Start of Block

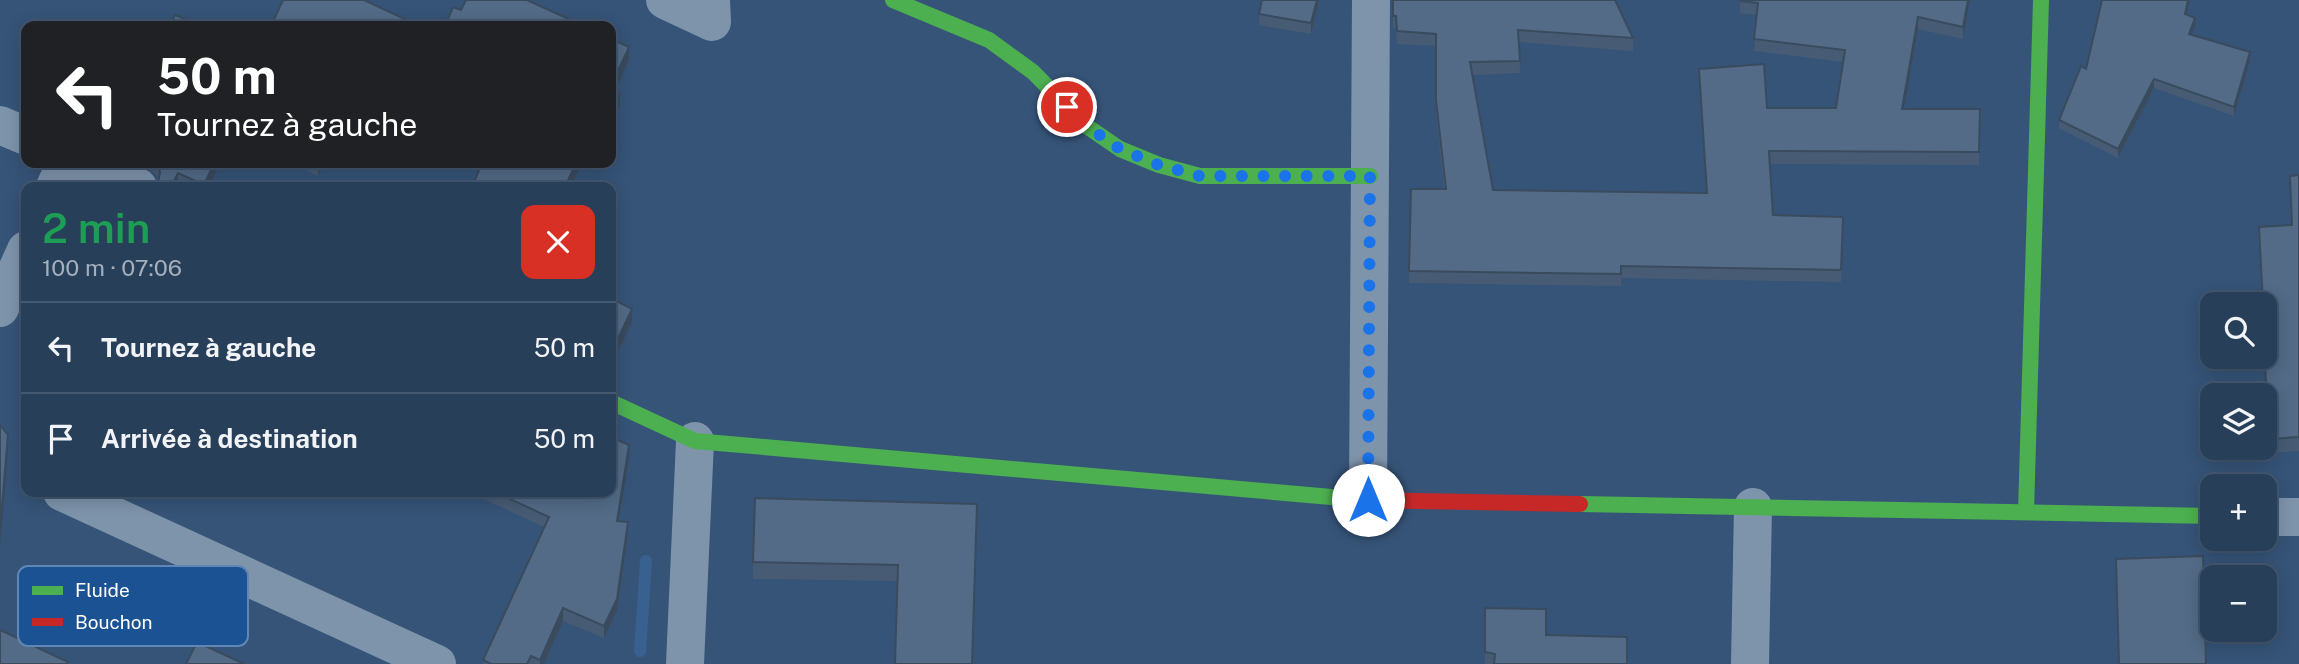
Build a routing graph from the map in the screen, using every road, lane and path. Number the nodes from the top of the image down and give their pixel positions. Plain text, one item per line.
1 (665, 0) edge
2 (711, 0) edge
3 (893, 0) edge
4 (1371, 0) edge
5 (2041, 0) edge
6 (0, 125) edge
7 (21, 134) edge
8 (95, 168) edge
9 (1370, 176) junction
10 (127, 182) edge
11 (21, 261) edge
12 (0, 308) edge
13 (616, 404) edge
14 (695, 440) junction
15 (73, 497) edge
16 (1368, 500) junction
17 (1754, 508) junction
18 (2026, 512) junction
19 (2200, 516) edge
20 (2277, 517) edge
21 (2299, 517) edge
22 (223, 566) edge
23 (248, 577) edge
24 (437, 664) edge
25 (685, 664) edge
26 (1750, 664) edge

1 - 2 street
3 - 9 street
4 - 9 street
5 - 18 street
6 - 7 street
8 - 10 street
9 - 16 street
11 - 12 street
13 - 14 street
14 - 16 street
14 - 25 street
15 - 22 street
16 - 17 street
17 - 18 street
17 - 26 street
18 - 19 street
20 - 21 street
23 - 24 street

End of Block

** Exercise aim **
What you give back must match the material word for word, with no images included.

** Response to this task **
Build a routing graph from the map in the screen, using every road, lane and path. Number the nodes from the top of the image down and give their pixel positions. Plain text, one item per line.
1 (665, 0) edge
2 (711, 0) edge
3 (893, 0) edge
4 (1371, 0) edge
5 (2041, 0) edge
6 (0, 125) edge
7 (21, 134) edge
8 (95, 168) edge
9 (1370, 176) junction
10 (127, 182) edge
11 (21, 261) edge
12 (0, 308) edge
13 (616, 404) edge
14 (695, 440) junction
15 (73, 497) edge
16 (1368, 500) junction
17 (1754, 508) junction
18 (2026, 512) junction
19 (2200, 516) edge
20 (2277, 517) edge
21 (2299, 517) edge
22 (223, 566) edge
23 (248, 577) edge
24 (437, 664) edge
25 (685, 664) edge
26 (1750, 664) edge

1 - 2 street
3 - 9 street
4 - 9 street
5 - 18 street
6 - 7 street
8 - 10 street
9 - 16 street
11 - 12 street
13 - 14 street
14 - 16 street
14 - 25 street
15 - 22 street
16 - 17 street
17 - 18 street
17 - 26 street
18 - 19 street
20 - 21 street
23 - 24 street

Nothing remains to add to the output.